Machine learning is the scientific study of algorithms and statistical models to perform a specific task effectively without using explicit instructions. Machine learning algorithms include – supervised and unsupervised algorithms.
In supervised learning, the target is already known and is used in the model prediction.
- Classification: When target variable is categorical
- Regression: When target variable is continuous
In unsupervised learning, the target is not known and is supposed to be determined through the models.
- Clustering: Customer segmentation
- Association: Market basket analysis
The guide has three sections
- Feature engineering
- Feature selection
- Hyper-parameter optimization
|Feature Engineering||Feature Selection||Hyper-parameters optimization|
|Variable typesVariable characteristicVariable transformationTreating categorical variablesFeature scalingDiscretization or binningMissing data imputationOutlier treatment||Filter MethodWrapper MethodEmbedded Method||ChallengesSearch AlgorithmsCross Validation|
Feature engineering is the process of using domain knowledge of the data to create features or variables to use in machine learning. The following topics are covered in this section:
- Types of variables
- Variable characteristics
- Variable transformation
- Treating categorical variables
- Feature scaling
- Discretization or binning
- Missing value imputation
- Outlier treatment
- Variable types
- Numerical variable: can be discrete or continuous. Discrete variable takes only whole numbers. Continuous variable takes any value within some range.
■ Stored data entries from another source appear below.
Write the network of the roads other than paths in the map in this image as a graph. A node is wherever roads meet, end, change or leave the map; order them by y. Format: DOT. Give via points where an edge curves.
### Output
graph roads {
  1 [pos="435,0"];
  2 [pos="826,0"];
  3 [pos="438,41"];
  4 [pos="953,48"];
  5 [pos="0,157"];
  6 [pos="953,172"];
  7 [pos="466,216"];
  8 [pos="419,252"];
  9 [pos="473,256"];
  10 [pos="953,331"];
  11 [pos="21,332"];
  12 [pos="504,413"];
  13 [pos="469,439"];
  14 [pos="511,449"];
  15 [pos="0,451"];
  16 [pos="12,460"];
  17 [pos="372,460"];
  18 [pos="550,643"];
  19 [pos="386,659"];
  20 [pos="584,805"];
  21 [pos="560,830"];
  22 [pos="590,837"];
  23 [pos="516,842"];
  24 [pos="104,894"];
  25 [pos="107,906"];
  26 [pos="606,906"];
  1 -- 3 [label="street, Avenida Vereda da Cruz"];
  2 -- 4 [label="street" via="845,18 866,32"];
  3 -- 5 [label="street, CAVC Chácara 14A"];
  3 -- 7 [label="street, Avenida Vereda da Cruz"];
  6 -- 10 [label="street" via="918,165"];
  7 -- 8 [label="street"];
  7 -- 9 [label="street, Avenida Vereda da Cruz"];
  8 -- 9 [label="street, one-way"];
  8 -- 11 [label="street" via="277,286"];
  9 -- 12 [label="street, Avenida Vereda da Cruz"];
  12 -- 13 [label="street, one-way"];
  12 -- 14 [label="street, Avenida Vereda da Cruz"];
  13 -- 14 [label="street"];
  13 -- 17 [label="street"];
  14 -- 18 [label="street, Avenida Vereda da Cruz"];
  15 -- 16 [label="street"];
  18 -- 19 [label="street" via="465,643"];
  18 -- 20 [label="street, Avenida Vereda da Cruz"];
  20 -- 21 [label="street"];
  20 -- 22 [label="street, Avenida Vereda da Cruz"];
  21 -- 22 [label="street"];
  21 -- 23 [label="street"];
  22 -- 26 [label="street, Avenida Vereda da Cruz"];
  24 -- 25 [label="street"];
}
- Categorical variable: can be ordinal or nominal. Ordinal variable takes categories that can be meaningfully ordered. Nominal variable takes labels that have no intrinsic order.
- Mixed variables: can have number / labels in different observations or number / labels in same observation
- Variable characteristic
- Cardinality: the number of different labels is known as cardinality. As cardinality increases the chances of over-fitting also increases.
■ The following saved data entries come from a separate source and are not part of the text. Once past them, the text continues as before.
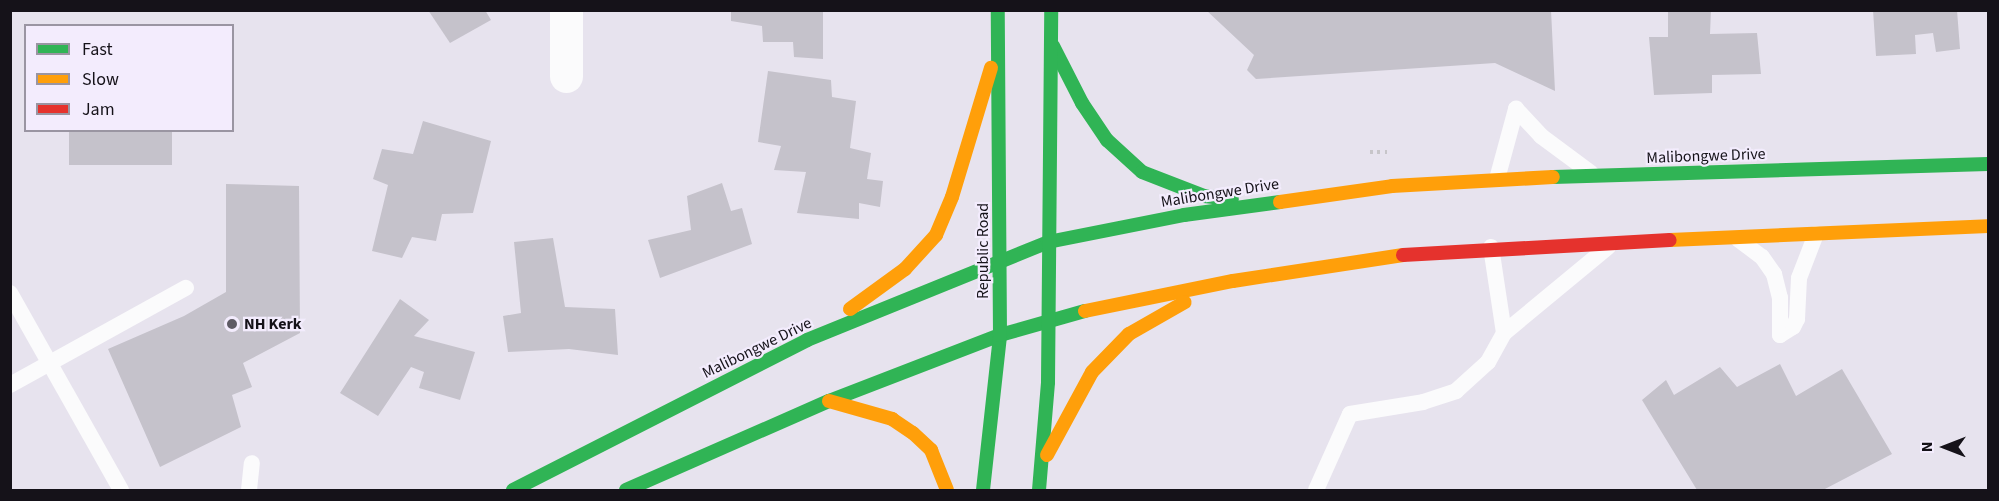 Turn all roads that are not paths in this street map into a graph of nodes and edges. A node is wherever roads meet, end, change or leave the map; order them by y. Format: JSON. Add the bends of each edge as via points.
{"nodes":[{"id":1,"x":566,"y":10,"type":"edge"},
{"id":2,"x":998,"y":10,"type":"edge"},
{"id":3,"x":1050,"y":10,"type":"edge"},
{"id":4,"x":1051,"y":41,"type":"junction"},
{"id":5,"x":998,"y":44,"type":"junction"},
{"id":6,"x":566,"y":76,"type":"dead end"},
{"id":7,"x":1989,"y":164,"type":"edge"},
{"id":8,"x":1595,"y":176,"type":"junction"},
{"id":9,"x":1497,"y":179,"type":"junction"},
{"id":10,"x":1264,"y":202,"type":"junction"},
{"id":11,"x":1989,"y":226,"type":"edge"},
{"id":12,"x":1816,"y":234,"type":"junction"},
{"id":13,"x":1738,"y":238,"type":"junction"},
{"id":14,"x":1048,"y":242,"type":"junction"},
{"id":15,"x":1613,"y":243,"type":"junction"},
{"id":16,"x":1491,"y":247,"type":"junction"},
{"id":17,"x":1000,"y":262,"type":"junction"},
{"id":18,"x":1233,"y":281,"type":"junction"},
{"id":19,"x":186,"y":288,"type":"dead end"},
{"id":20,"x":10,"y":293,"type":"edge"},
{"id":21,"x":1047,"y":319,"type":"junction"},
{"id":22,"x":1504,"y":333,"type":"junction"},
{"id":23,"x":1000,"y":335,"type":"junction"},
{"id":24,"x":807,"y":340,"type":"junction"},
{"id":25,"x":49,"y":366,"type":"junction"},
{"id":26,"x":10,"y":385,"type":"edge"},
{"id":27,"x":829,"y":401,"type":"junction"},
{"id":28,"x":252,"y":463,"type":"dead end"},
{"id":29,"x":1042,"y":465,"type":"junction"},
{"id":30,"x":121,"y":490,"type":"edge"},
{"id":31,"x":249,"y":490,"type":"edge"},
{"id":32,"x":513,"y":490,"type":"edge"},
{"id":33,"x":626,"y":490,"type":"edge"},
{"id":34,"x":947,"y":490,"type":"edge"},
{"id":35,"x":983,"y":490,"type":"edge"},
{"id":36,"x":1039,"y":490,"type":"edge"},
{"id":37,"x":1316,"y":490,"type":"edge"}],
"edges":[{"from":1,"to":6,"type":"street"},
{"from":2,"to":5,"type":"main road","name":"Republic Road"},
{"from":3,"to":4,"type":"main road"},
{"from":4,"to":10,"type":"main road","via":[[1082,103],[1107,140],[1142,172],[1204,196]]},
{"from":4,"to":14,"type":"main road"},
{"from":5,"to":17,"type":"main road","name":"Republic Road"},
{"from":5,"to":24,"type":"main road","via":[[952,197],[936,235],[905,269]]},
{"from":7,"to":8,"type":"main road","name":"Malibongwe Drive"},
{"from":8,"to":9,"type":"main road","name":"Malibongwe Drive"},
{"from":8,"to":9,"type":"lane","via":[[1541,136],[1516,110]]},
{"from":9,"to":10,"type":"main road","name":"Malibongwe Drive","via":[[1392,186]]},
{"from":10,"to":14,"type":"main road","name":"Malibongwe Drive"},
{"from":11,"to":12,"type":"main road"},
{"from":12,"to":13,"type":"main road"},
{"from":12,"to":13,"type":"lane","via":[[1799,278],[1797,319],[1793,327],[1780,335],[1780,298],[1774,274],[1762,257]]},
{"from":13,"to":15,"type":"main road"},
{"from":14,"to":17,"type":"main road","name":"Malibongwe Drive"},
{"from":14,"to":21,"type":"main road"},
{"from":15,"to":16,"type":"main road"},
{"from":15,"to":22,"type":"lane"},
{"from":16,"to":18,"type":"main road","via":[[1376,257]]},
{"from":16,"to":22,"type":"lane"},
{"from":17,"to":23,"type":"main road","name":"Republic Road"},
{"from":17,"to":24,"type":"main road","name":"Malibongwe Drive"},
{"from":18,"to":21,"type":"main road"},
{"from":18,"to":29,"type":"main road","via":[[1162,313],[1129,334],[1092,372]]},
{"from":19,"to":25,"type":"lane"},
{"from":20,"to":25,"type":"lane"},
{"from":21,"to":23,"type":"main road"},
{"from":21,"to":29,"type":"main road","via":[[1048,382]]},
{"from":22,"to":37,"type":"lane","via":[[1488,362],[1456,391],[1424,402],[1350,414]]},
{"from":23,"to":27,"type":"main road"},
{"from":23,"to":35,"type":"main road","name":"Republic Road"},
{"from":24,"to":32,"type":"main road","name":"Malibongwe Drive"},
{"from":25,"to":26,"type":"lane"},
{"from":25,"to":30,"type":"lane"},
{"from":27,"to":33,"type":"main road"},
{"from":27,"to":34,"type":"main road","via":[[892,419],[913,433],[931,450]]},
{"from":28,"to":31,"type":"lane"},
{"from":29,"to":36,"type":"main road"}]}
- Skewed distribution: One of the tails is longer than the other tail. For skewed distribution, median is better than mean for imputation.
- Magnitude: impact the regression coefficients. Features with bigger magnitudes dominate over features with smaller magnitudes. Feature scaling helps to bring all the features in the same range.
- Missing data: occurs when no data is stored for a certain observation in the variable. Can have significant impact on the model.
- Outliers: is a data point that is significantly different from the remaining data. Depending upon the context, outliers either deserve special attention or should be completely ignored.
- Variable transformation
If the distribution of the variable is skewed then transformations are applied to make the distribution closer to normal distribution.
- Logarithmic (X>0)
- Exponential (X>>large; may lead to errors)
- Reciprocal (X<>0)
- Box-Cox (X>0)
- Treating categorical variables
Machine learning algorithms work only with numerical variables. Hence, replacing the categories with numerical representations is done, so that machine learning models can use these variables.
- One hot encoding: Consists of encoding each categorical variable with a set of Boolean variables K-1 dummies are created. One hot encoding of top categories only considers the most frequent categories.
- Ordinal encoding: Consists of replacing the categories by digits from 0 to 9. Numbers are assigned arbitrarily. This encoding method allows for quick benchmarking of machine learning models.
- Count of frequent encoding: Categories are replaced by percentage of observations shown against that category. Captures representation of each label.
- Target guided encoding: Helps to get monotonic relationship between the variable and target. Categories are replaced with integers from 1 to K where k is the number of distinct categories in the variable, but the number is informed by the mean of the target for each category. Probability ratio encoding is where each category is replaced by the odds-ratio or weight of evidence.
- Mean encoding: Replacing the category by average of target value for that category.
- Rare label encoding: Rare labels are those that appear only in a tiny proportion of the observations in the dataset. These labels are grouped together into a single label.
- Binary encoding: Binary code is used to encode the meaning of the variable. However, it lacks human readable meaning.
Feature scaling is the method used to normalize the range of values. This is done to bring all the variables at the same scale.
- Standardization [Z = (x-u)/s]: It preserves the shape of the variable with mean = 0 and standard deviation = 1. It preserves outliers.
- Mean normalization [Z = (x-mean) / (max-min)]: Rescales the range of the variable with mean = 0. It may alter the shape of the variable.
- Min max scalar [Z = (x-min) / (max-min)]: Rescales the range of the variable and returns only positive values. It preserves outliers.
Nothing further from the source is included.